From 2018, Mihalic chaired the investigative committee on the attack at Breitscheidplatz in Berlin. Previously, she was chairwoman of the NSU investigative committee of the Bundestag (November 2015 to June 2017) and chairwoman of the investigative committee on the Edathy affair (July 2014 to December 2015).

Mihalic is also an alternate member of the Committee on Legal Affairs and Consumer Protection. In addition to her committee assignments, she has been serving as deputy chairwoman of the Parliamentary Friendship Group for Relations with the Northern Adriatic States.

In the negotiations to form a so-called traffic light coalition of the Social Democratic Party (SPD), the Green Party and the Free Democratic Party (FDP) following the 2021 German elections, Mihalic was part of her party's delegation in the working group on homeland security, civil rights and consumer protection, co-chaired by Christine Lambrecht, Konstantin von Notz and Wolfgang Kubicki.

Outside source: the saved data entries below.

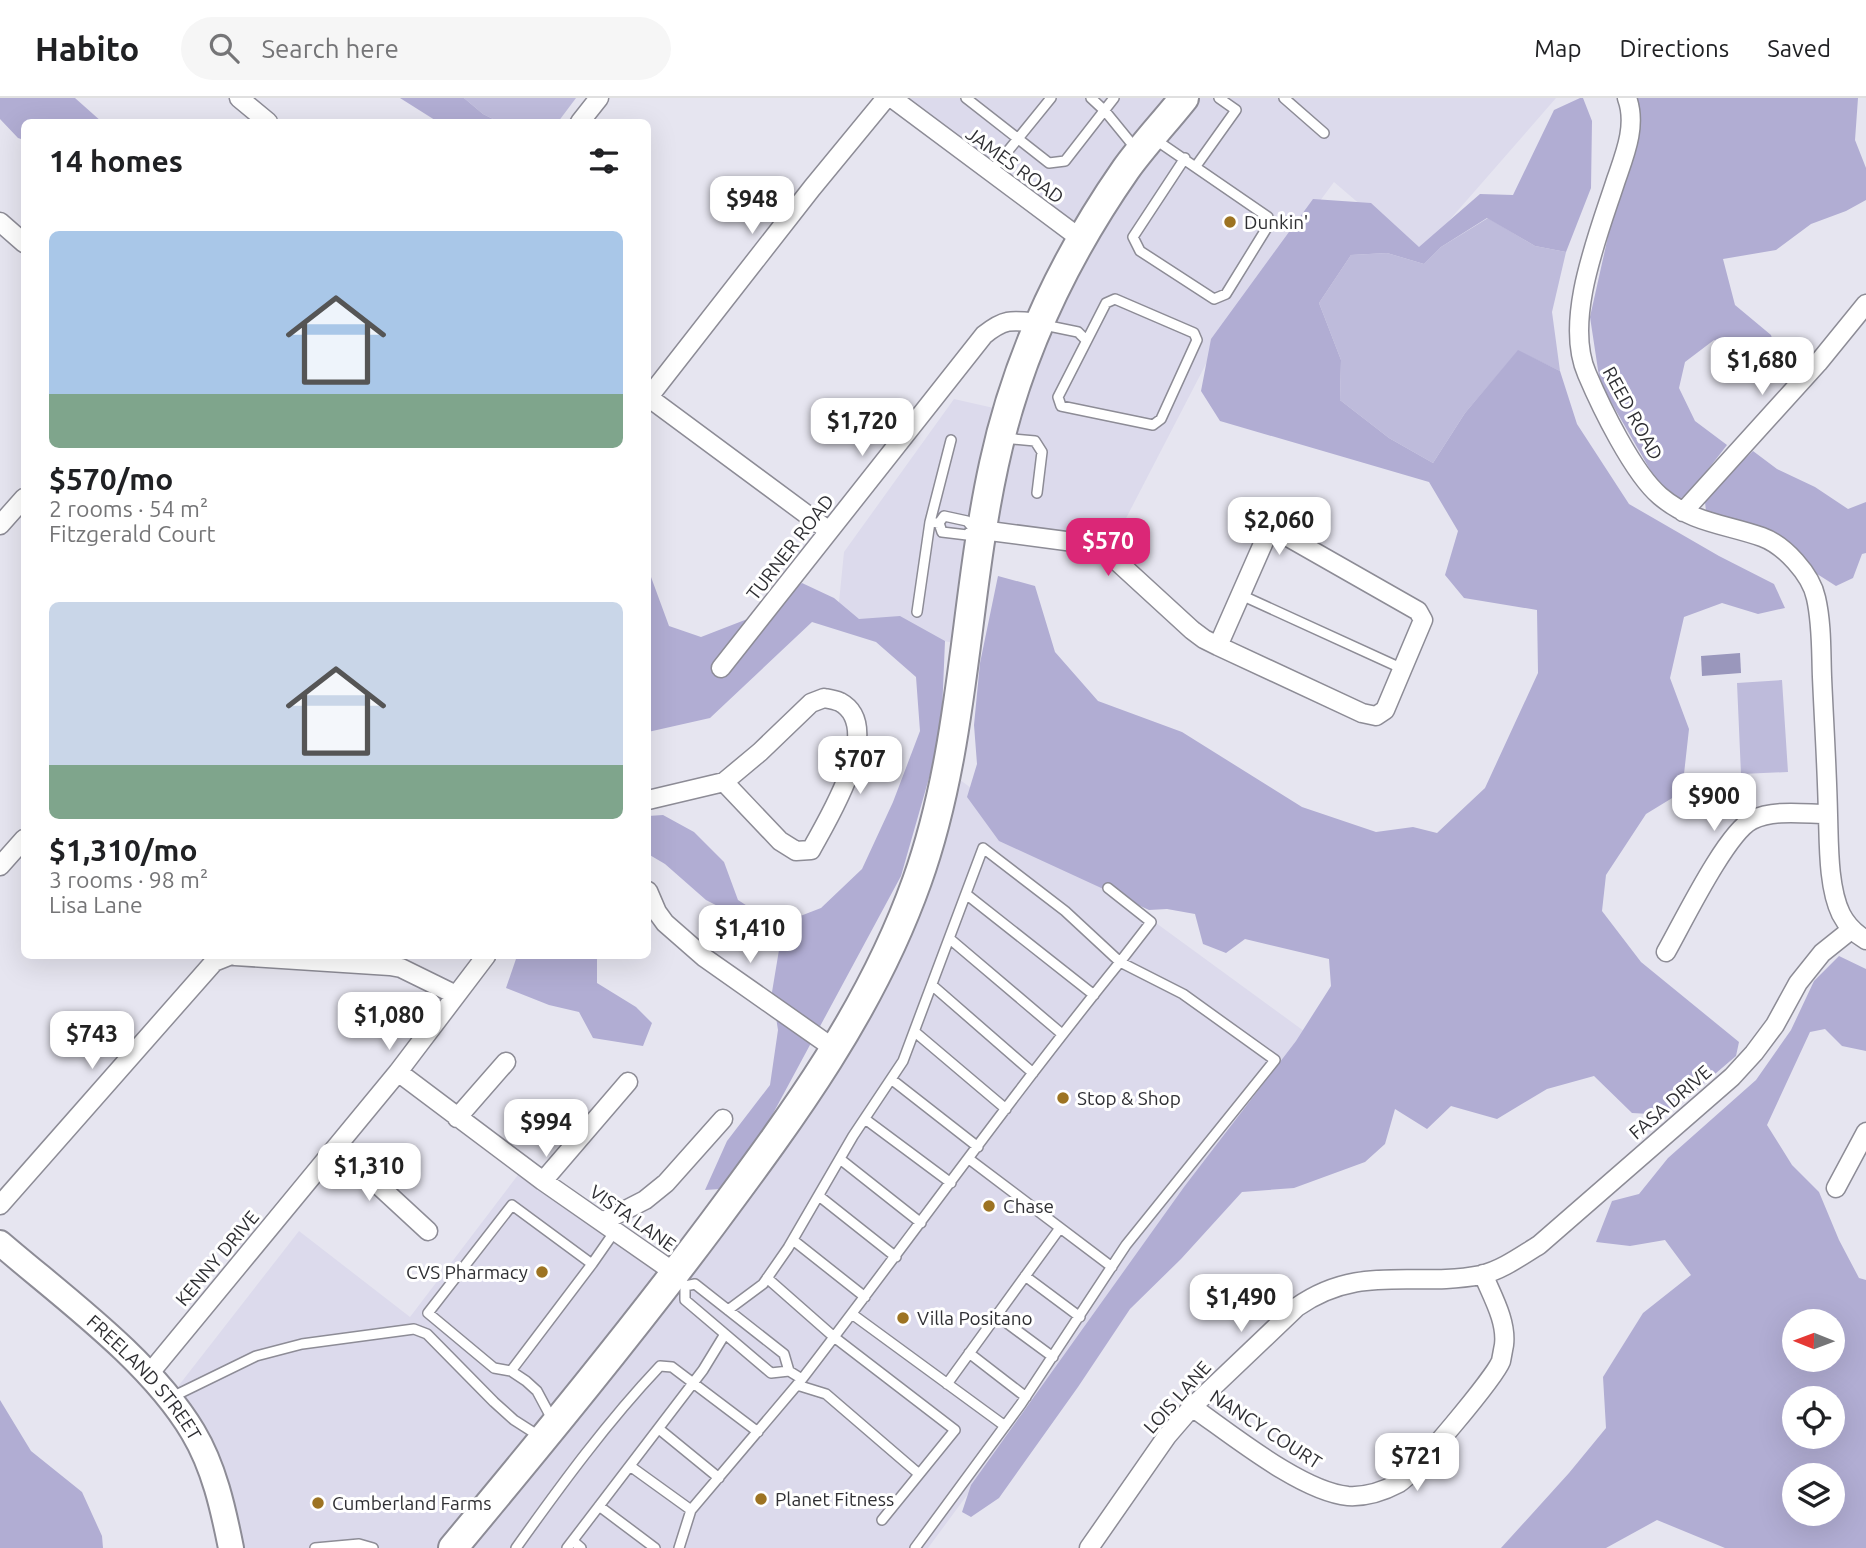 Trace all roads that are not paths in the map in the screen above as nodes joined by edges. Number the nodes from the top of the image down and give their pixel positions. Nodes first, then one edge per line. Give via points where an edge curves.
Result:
1 (239, 98) edge
2 (599, 98) edge
3 (886, 98) edge
4 (892, 98) edge
5 (966, 98) edge
6 (1051, 98) edge
7 (1091, 98) edge
8 (1114, 98) edge
9 (1184, 98) edge
10 (1219, 98) edge
11 (1284, 98) edge
12 (1627, 98) edge
13 (1105, 111) junction
14 (264, 119) edge
15 (582, 119) edge
16 (1324, 133) dead end
17 (1019, 140) junction
18 (1145, 145) junction
19 (1185, 158) junction
20 (1196, 166) junction
21 (990, 173) junction
22 (0, 222) edge
23 (1081, 239) junction
24 (21, 240) edge
25 (1866, 303) edge
26 (1039, 323) junction
27 (1086, 340) junction
28 (651, 394) edge
29 (651, 400) edge
30 (1001, 437) junction
31 (951, 440) dead end
32 (1037, 493) dead end
33 (21, 501) edge
34 (1683, 512) junction
35 (934, 523) junction
36 (0, 525) edge
37 (977, 529) junction
38 (829, 531) junction
39 (1241, 594) junction
40 (917, 612) dead end
41 (1218, 646) junction
42 (721, 668) dead end
43 (1403, 669) junction
44 (724, 782) junction
45 (651, 799) edge
46 (1828, 814) junction
47 (21, 842) edge
48 (0, 866) edge
49 (1108, 888) dead end
50 (966, 894) junction
51 (651, 898) edge
52 (1859, 935) edge
53 (950, 939) junction
54 (1666, 953) dead end
55 (221, 959) edge
56 (282, 959) edge
57 (484, 959) edge
58 (1121, 962) junction
59 (933, 986) junction
60 (456, 995) junction
61 (1094, 995) junction
62 (915, 1032) junction
63 (1062, 1034) junction
64 (836, 1050) junction
65 (506, 1062) dead end
66 (398, 1072) junction
67 (1033, 1073) junction
68 (891, 1079) junction
69 (628, 1082) dead end
70 (1006, 1109) junction
71 (457, 1118) junction
72 (723, 1119) dead end
73 (865, 1119) junction
74 (1866, 1132) edge
75 (337, 1147) junction
76 (978, 1147) junction
77 (840, 1159) junction
78 (969, 1159) junction
79 (542, 1181) junction
80 (951, 1182) junction
81 (1836, 1188) dead end
82 (819, 1196) junction
83 (0, 1205) edge
84 (921, 1223) junction
85 (608, 1226) junction
86 (1060, 1228) junction
87 (428, 1231) dead end
88 (793, 1240) junction
89 (0, 1243) edge
90 (896, 1257) junction
91 (592, 1264) junction
92 (1112, 1267) junction
93 (1483, 1274) junction
94 (1025, 1276) junction
95 (680, 1280) junction
96 (765, 1281) junction
97 (865, 1297) junction
98 (728, 1310) junction
99 (852, 1314) junction
100 (996, 1315) junction
101 (1080, 1317) junction
102 (725, 1334) junction
103 (834, 1337) junction
104 (969, 1353) junction
105 (1053, 1357) junction
106 (511, 1371) junction
107 (789, 1371) junction
108 (149, 1374) junction
109 (694, 1382) junction
110 (799, 1382) junction
111 (947, 1384) junction
112 (1026, 1397) junction
113 (169, 1398) junction
114 (1192, 1407) junction
115 (1005, 1426) junction
116 (659, 1429) junction
117 (549, 1432) junction
118 (758, 1432) junction
119 (630, 1466) junction
120 (919, 1474) junction
121 (719, 1478) junction
122 (599, 1506) junction
123 (691, 1510) junction
124 (882, 1520) dead end
125 (570, 1545) edge
126 (231, 1548) edge
127 (315, 1548) edge
128 (373, 1548) edge
129 (453, 1548) edge
130 (516, 1548) edge
131 (581, 1548) edge
132 (655, 1548) edge
133 (679, 1548) edge
134 (915, 1548) edge
135 (1089, 1548) edge

1 - 14 street
2 - 15 street
3 - 28 street
4 - 21 street, JAMES ROAD
5 - 17 lane
6 - 17 lane
7 - 13 lane
8 - 13 lane
9 - 18 main road
10 - 20 lane via 1236,110
11 - 16 lane
12 - 34 street, REED ROAD via 1631,117 1628,146 1583,293 1577,331 1586,373 1625,448 1659,495
13 - 17 lane via 1065,161 1049,163
13 - 18 lane
17 - 21 lane
18 - 19 lane
18 - 23 main road
19 - 20 lane
19 - 20 lane via 1133,237 1140,251 1214,299 1226,294 1268,226 1268,216
21 - 23 street, JAMES ROAD
22 - 24 street
23 - 26 main road
25 - 34 street
26 - 27 lane via 1078,332
26 - 30 main road
26 - 38 street, TURNER ROAD via 1012,320 984,335
27 - 27 lane via 1106,303 1115,299 1194,333 1197,340 1161,419 1153,425 1061,406 1058,397
29 - 38 street
30 - 32 lane via 1035,441 1042,452
30 - 37 main road
31 - 35 lane
33 - 36 street
34 - 46 street, REED ROAD via 1772,542 1811,583 1820,640
35 - 37 lane via 944,516 967,521
35 - 37 lane via 942,532 967,536
35 - 40 lane
37 - 41 street via 1081,543 1108,553 1192,630
37 - 64 main road via 960,694 936,815 918,880 877,978
38 - 42 street, TURNER ROAD
39 - 41 street
39 - 43 lane
39 - 43 street via 1266,537 1288,537 1418,611 1423,620
41 - 43 street via 1376,716 1385,710
44 - 44 street via 780,841 796,851 811,850 853,763 858,738 854,718 841,702 824,698 811,703
44 - 45 street
46 - 52 street, REED ROAD via 1837,902 1842,916
46 - 54 street via 1770,814 1750,820 1715,864
47 - 48 street
49 - 58 lane via 1151,922
50 - 53 lane
50 - 58 lane via 983,848 1065,911
50 - 61 lane
51 - 64 street via 665,923 705,958
52 - 93 street, FASA DRIVE via 1822,953 1797,983 1775,1025 1732,1077 1539,1245 1510,1264
53 - 59 lane
53 - 63 lane
55 - 83 street
56 - 60 street via 401,968
57 - 60 street, KENNY DRIVE
58 - 61 lane
58 - 92 lane via 1183,994 1275,1060
59 - 62 lane
59 - 67 lane
60 - 66 street, KENNY DRIVE
61 - 63 lane
62 - 68 lane
62 - 70 lane
63 - 67 lane
64 - 95 main road
65 - 71 street
66 - 71 street, VISTA LANE
66 - 75 street, KENNY DRIVE
67 - 70 lane
68 - 73 lane
68 - 76 lane
69 - 79 street
70 - 76 lane
71 - 79 street, VISTA LANE
72 - 85 street via 666,1183
73 - 77 lane
73 - 80 lane
74 - 81 street
75 - 87 street
75 - 108 street, KENNY DRIVE
76 - 78 lane
77 - 82 lane
77 - 84 lane
78 - 80 lane
78 - 86 lane
79 - 85 street, VISTA LANE
80 - 84 lane
82 - 88 lane
82 - 90 lane
84 - 90 lane
85 - 91 lane
85 - 95 street, VISTA LANE
86 - 92 lane
86 - 94 lane
88 - 96 lane
88 - 97 lane
89 - 108 main road, FREELAND STREET
90 - 97 lane
91 - 106 lane
91 - 106 lane via 512,1205 428,1313 494,1368
92 - 101 lane
93 - 114 street, LOIS LANE via 1353,1281 1316,1294
93 - 114 street, NANCY COURT via 1501,1318 1504,1342 1500,1362 1401,1482 1380,1492 1329,1493 1294,1476
94 - 100 lane
94 - 101 lane
95 - 98 lane via 695,1284
95 - 102 lane via 685,1300
95 - 117 main road
96 - 98 lane
96 - 103 lane
97 - 99 lane
98 - 107 lane via 784,1354
99 - 103 lane
99 - 111 lane
100 - 104 lane
100 - 105 lane
101 - 105 lane
102 - 107 lane via 771,1373
102 - 109 lane
103 - 110 lane
103 - 120 lane via 954,1430
104 - 111 lane
104 - 112 lane
105 - 112 lane
106 - 117 lane via 537,1391
107 - 110 lane
108 - 113 main road, FREELAND STREET
109 - 116 lane
109 - 118 lane
109 - 130 lane via 673,1367 660,1366 632,1395
110 - 118 lane
110 - 120 lane via 826,1394
111 - 115 lane
112 - 115 lane
113 - 117 lane via 256,1356 302,1344 414,1329 427,1334 514,1420
113 - 126 main road, FREELAND STREET via 194,1433 212,1475
114 - 135 street, LOIS LANE
115 - 134 lane
116 - 119 lane
116 - 121 lane
117 - 129 main road
118 - 121 lane
119 - 122 lane
119 - 123 lane
120 - 124 lane
121 - 123 lane
122 - 125 lane
122 - 132 lane
123 - 133 lane
125 - 131 lane
127 - 128 lane via 359,1544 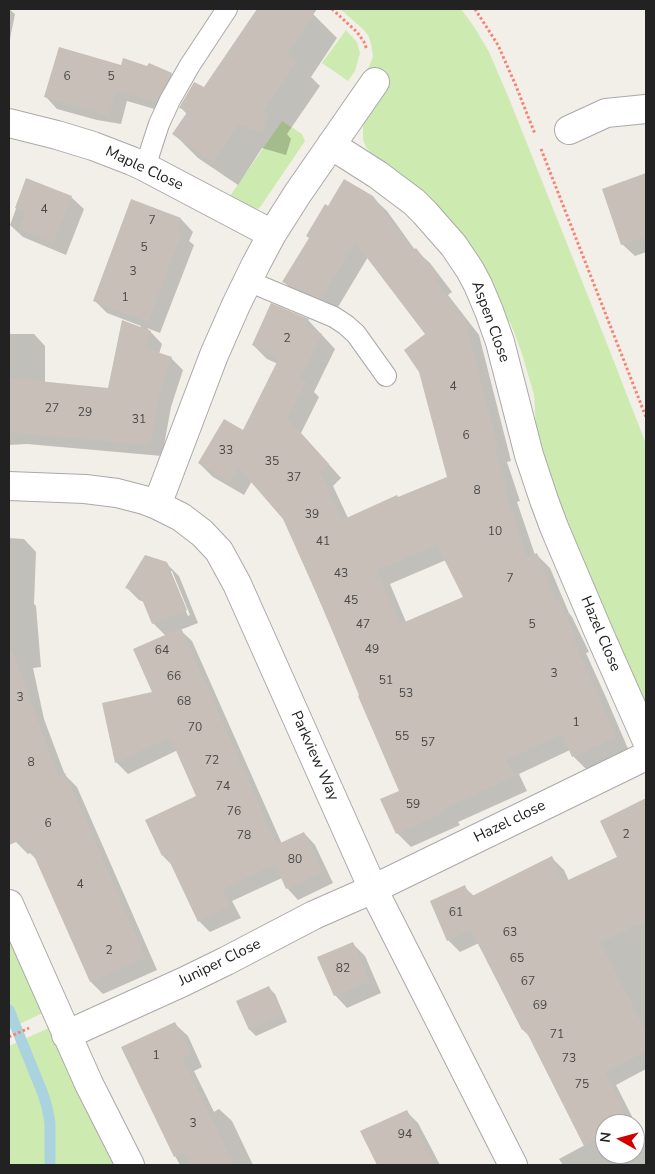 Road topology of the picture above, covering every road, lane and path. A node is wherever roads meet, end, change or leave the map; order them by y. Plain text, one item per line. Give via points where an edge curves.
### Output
1 (227, 9) edge
2 (332, 9) edge
3 (475, 9) edge
4 (375, 82) joint
5 (646, 109) edge
6 (9, 123) edge
7 (569, 130) dead end
8 (331, 145) junction
9 (145, 167) junction
10 (272, 234) junction
11 (248, 281) junction
12 (386, 376) dead end
13 (646, 417) edge
14 (9, 486) edge
15 (157, 505) junction
16 (554, 527) joint
17 (646, 740) edge
18 (646, 756) edge
19 (373, 889) junction
20 (9, 904) edge
21 (31, 1027) dead end
22 (66, 1035) junction
23 (9, 1037) edge
24 (130, 1165) edge
25 (513, 1165) edge

1 - 9 lane via 170,100
2 - 4 path via 361,37 367,48 361,72
3 - 13 path via 498,45 512,78
4 - 8 street
5 - 7 street via 606,112
6 - 9 street, Maple Close via 79,142
8 - 10 street
8 - 16 street, Aspen Close via 414,202 454,246 470,270 494,325 529,455
9 - 10 street, Maple Close
10 - 11 street
11 - 12 lane via 346,324
11 - 15 street via 214,355
14 - 15 street, Parkview Way via 104,491
15 - 19 street, Parkview Way via 202,533 219,551 231,572
16 - 17 street, Hazel Close
18 - 19 street, Hazel close
19 - 22 street, Juniper Close
19 - 25 street, Parkview Way
20 - 22 street
21 - 23 path
22 - 24 street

In the negotiations to form a coalition government under the leadership of Minister-President of North Rhine-Westphalia Hendrik Wüst following the 2022 state elections, Mihalic was part of her party’s delegation.

==Political positions==
As a domestic policy spokeswoman and police officer, Mihalic's parliamentary mandate focuses on right-wing extremism (e.g. "Reichsbürger"), Islamism, weapons law, the establishment of security authorities in Germany and Europe, civil defense and emergency management and civil service law. She is also a spokesperson for LEAP (Law Enforcement Against Prohibition) Deutschland e. V., which promotes the legalization of drugs.

==Other activities==
- Amnesty International, Member
- Greenpeace, Member
- Institut Solidarische Moderne (ISM), Member
- International Police Association (IPA), Member

==Personal life==
Mihalic is married to Melerski. She has been the mother of a son since 2015. Mihalic has no religion.